Problem description: Each line in the listing below that holds "Raiffeisenstraße" should be counted; reply with that number only.

[Start of Attachment]

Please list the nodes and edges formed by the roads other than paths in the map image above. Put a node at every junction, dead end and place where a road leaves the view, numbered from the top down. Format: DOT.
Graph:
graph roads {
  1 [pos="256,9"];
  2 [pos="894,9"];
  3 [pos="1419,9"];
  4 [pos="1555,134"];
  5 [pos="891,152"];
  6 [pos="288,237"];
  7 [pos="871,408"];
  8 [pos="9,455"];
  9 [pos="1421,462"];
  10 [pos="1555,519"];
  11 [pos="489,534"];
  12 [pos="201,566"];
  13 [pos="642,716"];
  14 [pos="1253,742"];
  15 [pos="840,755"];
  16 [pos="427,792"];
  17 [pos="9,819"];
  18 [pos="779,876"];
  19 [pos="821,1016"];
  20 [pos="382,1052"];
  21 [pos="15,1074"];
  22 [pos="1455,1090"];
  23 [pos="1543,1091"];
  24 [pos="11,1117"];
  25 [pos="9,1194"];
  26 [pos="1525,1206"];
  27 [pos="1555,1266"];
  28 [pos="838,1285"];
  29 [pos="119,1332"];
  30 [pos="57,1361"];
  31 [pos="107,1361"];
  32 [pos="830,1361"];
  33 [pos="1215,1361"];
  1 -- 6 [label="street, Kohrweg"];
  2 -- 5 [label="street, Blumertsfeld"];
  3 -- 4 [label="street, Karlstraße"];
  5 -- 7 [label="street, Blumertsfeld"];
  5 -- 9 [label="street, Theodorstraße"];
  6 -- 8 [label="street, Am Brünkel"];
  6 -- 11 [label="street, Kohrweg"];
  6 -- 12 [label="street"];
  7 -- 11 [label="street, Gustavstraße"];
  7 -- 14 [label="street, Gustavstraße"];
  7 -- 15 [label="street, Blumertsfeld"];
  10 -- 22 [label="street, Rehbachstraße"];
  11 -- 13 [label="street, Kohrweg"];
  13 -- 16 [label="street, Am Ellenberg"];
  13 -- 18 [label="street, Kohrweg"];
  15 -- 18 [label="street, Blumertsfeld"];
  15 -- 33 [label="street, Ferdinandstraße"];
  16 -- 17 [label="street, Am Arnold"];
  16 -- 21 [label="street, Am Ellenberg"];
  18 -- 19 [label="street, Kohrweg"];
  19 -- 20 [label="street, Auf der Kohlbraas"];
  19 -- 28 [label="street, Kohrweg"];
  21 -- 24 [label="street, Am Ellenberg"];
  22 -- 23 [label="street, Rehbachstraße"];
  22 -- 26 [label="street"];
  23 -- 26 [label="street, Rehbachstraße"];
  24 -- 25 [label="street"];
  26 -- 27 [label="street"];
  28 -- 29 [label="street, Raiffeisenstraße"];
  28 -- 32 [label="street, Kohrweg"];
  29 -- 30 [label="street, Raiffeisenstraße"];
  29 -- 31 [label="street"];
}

[End of Attachment]

Expected output: 2